Tesla's Wardenclyffe work was over almost before it began. While the tower was still under construction, Marconi made his famous trans-Atlantic radio broadcast, robbing Tesla of his great moment, and the stock market crashed. J. Pierpont Morgan, who financed Wardenclyffe, was already dubious about providing free electricity, and backed out of the deal. The government demolished the tower in 1917 as a wartime security measure [sources: Jonnes; PBS; Vujovic].
Like any great movie scientist or Bond villain, any self-respecting science god requires a secret laboratory -- preferably one located in some remote locale and bristling with mad machines. Tesla had two.
In 1899, Tesla constructed a lab in Colorado Springs, Colo., to delve into the mysteries of high voltage and high frequency electricity [sources: Jonnes; PBS; Vujovic]. In one experiment, a 42-foot (12.8-meter) metal mast drove huge electrical impulses into the ground; in another, a Tesla coil shot 100-foot (30.5-meter) arcs of electricity across the room. The latter's surge blew out the electric company's dynamo and cast Colorado Springs into darkness [sources: Jonnes; PBS].
While at Colorado Springs, Tesla proved the existence of terrestrial stationary waves -- a means by which the Earth could conduct energy at certain electrical frequencies -- by illuminating 200 lamps from 25 miles (40 kilometers) away [sources: PBS; Vujovic]. As far as we know (contrary to the film "The Prestige"), he never worked on human teleportation.

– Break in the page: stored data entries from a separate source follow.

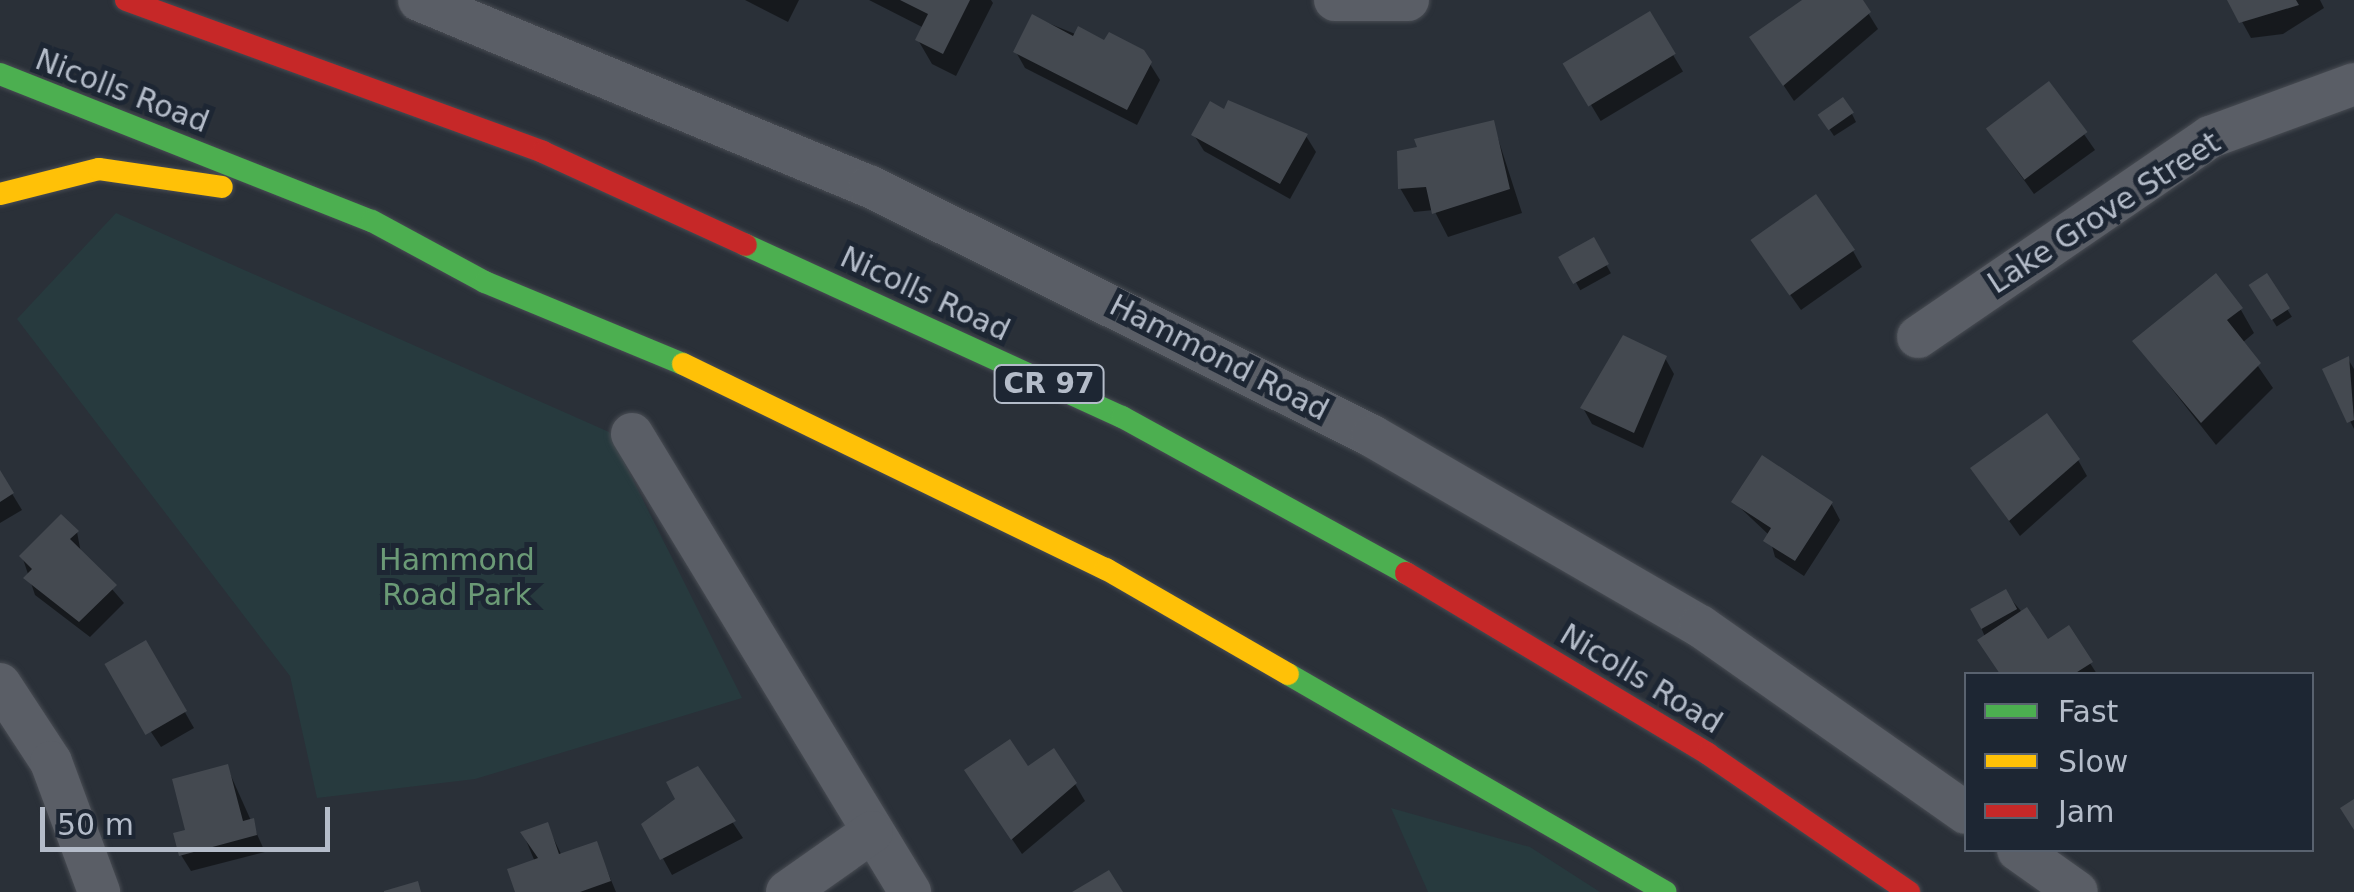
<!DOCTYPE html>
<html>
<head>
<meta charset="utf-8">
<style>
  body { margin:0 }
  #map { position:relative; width:2354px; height:892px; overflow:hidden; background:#2a3038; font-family:"DejaVu Sans",sans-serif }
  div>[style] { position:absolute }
  .green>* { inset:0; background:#273a3e }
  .shadow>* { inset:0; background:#0007; transform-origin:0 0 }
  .building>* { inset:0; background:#444950; transform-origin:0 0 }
  .roads { filter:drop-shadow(0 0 2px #484c53) drop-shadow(0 0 2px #484c53) }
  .street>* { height:42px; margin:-21px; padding:0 21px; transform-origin:21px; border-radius:21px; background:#5a5e66 }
  .fast>* { height:22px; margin:-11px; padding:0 11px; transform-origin:11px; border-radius:11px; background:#4caf50 }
  .slow>* { height:22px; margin:-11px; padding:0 11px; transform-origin:11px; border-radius:11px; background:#ffc107 }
  .jam>* { height:22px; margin:-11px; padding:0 11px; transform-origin:11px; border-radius:11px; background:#c62828 }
  span { translate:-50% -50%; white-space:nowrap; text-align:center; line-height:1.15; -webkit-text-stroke:10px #1d2633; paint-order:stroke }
  .shield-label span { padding:2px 8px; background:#1d2633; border:2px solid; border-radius:8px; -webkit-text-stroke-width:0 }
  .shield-label { font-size:28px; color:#b4bcc9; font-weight:700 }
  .street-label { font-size:30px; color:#b4bcc9 }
  .park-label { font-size:30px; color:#6b9a76 }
  .legend { position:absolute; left:1964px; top:672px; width:350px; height:180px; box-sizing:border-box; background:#1d2633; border:2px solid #59626f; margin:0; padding:12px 18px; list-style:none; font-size:30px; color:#b4bcc9 }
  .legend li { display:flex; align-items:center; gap:20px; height:50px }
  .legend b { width:50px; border:2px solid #59626f }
  .scale { position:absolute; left:40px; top:807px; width:290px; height:45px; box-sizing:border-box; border:5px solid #b4bcc9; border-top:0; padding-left:12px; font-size:30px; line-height:35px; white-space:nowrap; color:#b4bcc9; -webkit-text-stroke:8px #1d2633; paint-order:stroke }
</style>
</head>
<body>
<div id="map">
  <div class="green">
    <i style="clip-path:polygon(116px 213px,609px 432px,742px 698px,475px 779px,317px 798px,290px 676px,17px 319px)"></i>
    <i style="clip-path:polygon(1391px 808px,1530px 847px,1600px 892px,1428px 892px)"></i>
  </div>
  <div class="shadow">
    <i style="clip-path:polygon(745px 0,799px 0,788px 22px)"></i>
    <i style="clip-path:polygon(869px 0,991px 0,993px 3px,956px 76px,932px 64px,918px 40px,924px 28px)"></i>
    <i style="clip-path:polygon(1815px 0,1860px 0,1878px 29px,1794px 101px,1762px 53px)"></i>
    <i style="clip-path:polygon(2230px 0,2320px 0,2324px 8px,2283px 34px,2251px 38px)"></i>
    <i style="left:1649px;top:15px;width:66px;height:96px;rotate:59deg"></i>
    <i style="clip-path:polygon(1033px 17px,1150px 64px,1160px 80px,1137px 125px,1025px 68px,1016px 52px)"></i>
    <i style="clip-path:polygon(2049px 84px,2095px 150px,2034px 194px,1998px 144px)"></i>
    <i style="clip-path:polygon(1852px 114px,1856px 122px,1834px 136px,1820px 115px)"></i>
    <i style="clip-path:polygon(1493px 123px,1522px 213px,1448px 237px,1434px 210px,1414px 212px,1400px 188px)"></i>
    <i style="clip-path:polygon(1194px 135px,1306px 136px,1316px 152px,1290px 199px,1204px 151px)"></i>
    <i style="left:1593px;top:241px;width:37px;height:35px;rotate:61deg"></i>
    <i style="clip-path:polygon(1853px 251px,1862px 267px,1801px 310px,1765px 259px)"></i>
    <i style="left:2267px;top:277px;width:47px;height:18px;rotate:58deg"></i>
    <i style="clip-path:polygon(2241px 310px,2254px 333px,2242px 343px,2273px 388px,2216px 445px,2135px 342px)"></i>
    <i style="clip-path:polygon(1665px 358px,1674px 374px,1643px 448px,1592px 424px,1583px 408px)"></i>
    <i style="clip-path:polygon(2348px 359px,2354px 369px,2354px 429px,2325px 370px)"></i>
    <i style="clip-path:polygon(2078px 460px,2087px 476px,2020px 536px,1983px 485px)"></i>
    <i style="clip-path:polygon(0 474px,22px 510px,0 523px)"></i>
    <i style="clip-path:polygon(1734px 502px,1831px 503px,1840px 520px,1804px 576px,1775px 557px,1769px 535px)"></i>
    <i style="clip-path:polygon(77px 532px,81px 553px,124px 603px,90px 637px,35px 595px,22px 556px)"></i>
    <i style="clip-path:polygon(2005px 592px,2047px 642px,2068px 629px,2097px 674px,2001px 674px,1973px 609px)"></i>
    <i style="clip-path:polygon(145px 643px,194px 728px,161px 747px,117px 681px)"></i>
    <i style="clip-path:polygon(227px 767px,265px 852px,191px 871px,181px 855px,188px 832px)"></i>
    <i style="clip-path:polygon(697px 769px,743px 838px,672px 875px,644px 824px,678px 800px)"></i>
    <i style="clip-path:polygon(1027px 769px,1075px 784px,1085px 801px,1022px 854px,977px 787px)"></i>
    <i style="clip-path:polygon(547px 825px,562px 856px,596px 844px,616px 892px,517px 892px,535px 862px,523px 833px)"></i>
  </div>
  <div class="building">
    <i style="clip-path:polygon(900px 0,970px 0,943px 54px,915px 40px,928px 14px)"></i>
    <i style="clip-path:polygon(1802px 0,1863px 0,1871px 12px,1783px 86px,1749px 37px)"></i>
    <i style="clip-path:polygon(2227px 0,2296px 0,2299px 5px,2239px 23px)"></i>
    <i style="left:1650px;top:11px;width:50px;height:102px;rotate:59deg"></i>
    <i style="clip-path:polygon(1032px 14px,1073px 36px,1078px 26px,1104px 40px,1109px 32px,1144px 50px,1152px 62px,1127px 110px,1013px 52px)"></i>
    <i style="left:2049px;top:81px;width:64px;height:79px;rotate:53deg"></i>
    <i style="left:1843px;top:97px;width:19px;height:31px;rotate:55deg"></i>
    <i style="clip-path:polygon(1228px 100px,1308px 134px,1280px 184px,1191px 135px,1210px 101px,1224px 109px)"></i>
    <i style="clip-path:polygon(1494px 120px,1510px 189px,1432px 214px,1426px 187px,1398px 189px,1397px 151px,1417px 147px,1414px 139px)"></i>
    <i style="left:1816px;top:194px;width:68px;height:80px;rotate:55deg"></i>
    <i style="left:1594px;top:237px;width:31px;height:41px;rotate:61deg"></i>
    <i style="clip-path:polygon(2216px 273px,2243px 308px,2227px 320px,2261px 363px,2201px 423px,2132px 341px)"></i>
    <i style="left:2267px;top:273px;width:42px;height:22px;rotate:57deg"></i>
    <i style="clip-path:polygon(1623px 335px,1667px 356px,1634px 433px,1580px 408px)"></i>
    <i style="clip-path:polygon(2349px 356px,2354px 420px,2347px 423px,2322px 369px)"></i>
    <i style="clip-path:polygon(2047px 413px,2080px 459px,2009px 521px,1970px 468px)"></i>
    <i style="clip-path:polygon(1762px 455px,1833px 502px,1795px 561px,1763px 541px,1771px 528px,1731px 502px)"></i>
    <i style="clip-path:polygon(0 470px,14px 493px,0 502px)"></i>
    <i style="clip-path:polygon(61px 514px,79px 531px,70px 539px,117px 585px,79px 622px,23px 578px,32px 569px,19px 556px)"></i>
    <i style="left:2006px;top:589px;width:23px;height:41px;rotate:61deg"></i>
    <i style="clip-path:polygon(2027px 607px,2048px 639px,2069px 625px,2093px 662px,2074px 674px,2000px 674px,1977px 640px)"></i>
    <i style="left:146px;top:640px;width:82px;height:48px;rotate:60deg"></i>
    <i style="clip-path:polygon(1010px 739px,1028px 766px,1054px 748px,1077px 783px,1011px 840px,964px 770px)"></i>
    <i style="clip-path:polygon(228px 764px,243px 821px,254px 818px,257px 835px,179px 856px,173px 833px,185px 830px,172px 779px)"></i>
    <i style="clip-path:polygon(698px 766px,736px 821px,660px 860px,641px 824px,675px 799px,666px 782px)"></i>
    <i style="clip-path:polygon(2354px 799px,2354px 830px,2340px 808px)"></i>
    <i style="clip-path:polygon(548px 822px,559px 854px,597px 841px,611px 881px,580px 892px,515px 892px,507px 869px,538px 858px,520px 832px)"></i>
    <i style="clip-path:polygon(1109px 870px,1123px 892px,1072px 892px)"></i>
    <i style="clip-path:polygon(418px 881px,421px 892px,384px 892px,384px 891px)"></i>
  </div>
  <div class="roads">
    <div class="street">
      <i style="left:419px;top:0;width:487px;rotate:22.5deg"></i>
      <i style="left:869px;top:186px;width:562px;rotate:26.43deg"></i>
      <i style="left:1372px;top:436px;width:379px;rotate:30.1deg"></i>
      <i style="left:1700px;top:626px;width:325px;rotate:35.1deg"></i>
      <i style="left:1335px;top:0;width:73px"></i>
      <i style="left:1918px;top:337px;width:354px;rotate:-34.4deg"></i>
      <i style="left:2210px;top:137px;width:153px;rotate:-20.2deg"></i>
      <i style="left:632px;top:434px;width:536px;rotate:58.74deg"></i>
      <i style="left:0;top:684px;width:93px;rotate:56.8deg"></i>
      <i style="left:51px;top:762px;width:139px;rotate:69.7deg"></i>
      <i style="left:2018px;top:850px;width:72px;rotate:35.4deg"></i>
      <i style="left:787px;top:892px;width:104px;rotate:-35.2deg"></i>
    </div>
    <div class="fast">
      <i style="left:0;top:74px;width:400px;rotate:21.6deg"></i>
      <i style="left:372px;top:221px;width:128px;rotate:28.4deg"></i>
      <i style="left:485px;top:282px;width:214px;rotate:22.5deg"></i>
      <i style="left:746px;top:245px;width:413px;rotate:24.6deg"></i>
      <i style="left:1122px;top:417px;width:324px;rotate:28.8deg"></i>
      <i style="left:1288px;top:674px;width:436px;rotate:30deg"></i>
    </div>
    <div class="slow">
      <i style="left:0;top:194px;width:102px;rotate:-14.2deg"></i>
      <i style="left:99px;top:169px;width:124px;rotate:8.3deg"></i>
      <i style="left:683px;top:364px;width:470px;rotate:25.9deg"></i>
      <i style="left:1106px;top:569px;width:210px;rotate:30deg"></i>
    </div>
    <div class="jam">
      <i style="left:126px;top:0;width:444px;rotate:20deg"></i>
      <i style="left:543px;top:152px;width:223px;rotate:24.6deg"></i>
      <i style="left:1406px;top:573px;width:352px;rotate:30.9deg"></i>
      <i style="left:1708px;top:754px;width:244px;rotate:34.5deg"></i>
    </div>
  </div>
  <div class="shield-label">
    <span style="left:1049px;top:384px">CR 97</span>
  </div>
  <div class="street-label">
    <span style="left:122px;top:91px;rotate:21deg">Nicolls Road</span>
    <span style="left:2104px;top:213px;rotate:-33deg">Lake Grove Street</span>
    <span style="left:925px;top:294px;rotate:25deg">Nicolls Road</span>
    <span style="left:1219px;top:358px;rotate:27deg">Hammond Road</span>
    <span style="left:1641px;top:679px;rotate:31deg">Nicolls Road</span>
  </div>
  <div class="park-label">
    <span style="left:457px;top:577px">Hammond<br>Road Park</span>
  </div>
  <ul class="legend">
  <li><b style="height:12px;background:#4caf50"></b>Fast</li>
  <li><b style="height:12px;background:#ffc107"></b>Slow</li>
  <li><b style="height:12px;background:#c62828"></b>Jam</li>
  </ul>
  <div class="scale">50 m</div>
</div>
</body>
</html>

Tesla later built his second secret lab, Wardenclyffe, closer to his Manhattan home. The Shoreham, Long Island, facility featured a 50-ton, 187-foot-high (45,000-kilogram, 57-meter-high) transmitting tower above a 120-foot-deep (36.6-meter-deep) well, along with 16 iron pipes sunk 300 feet (91.4 meters) deeper. Tesla planned to transmit power through the planet, using the rods to "get a grip of the Earth ... so that the whole of this globe can quiver." [sources: Greenfieldboyce; Jonnes; PBS].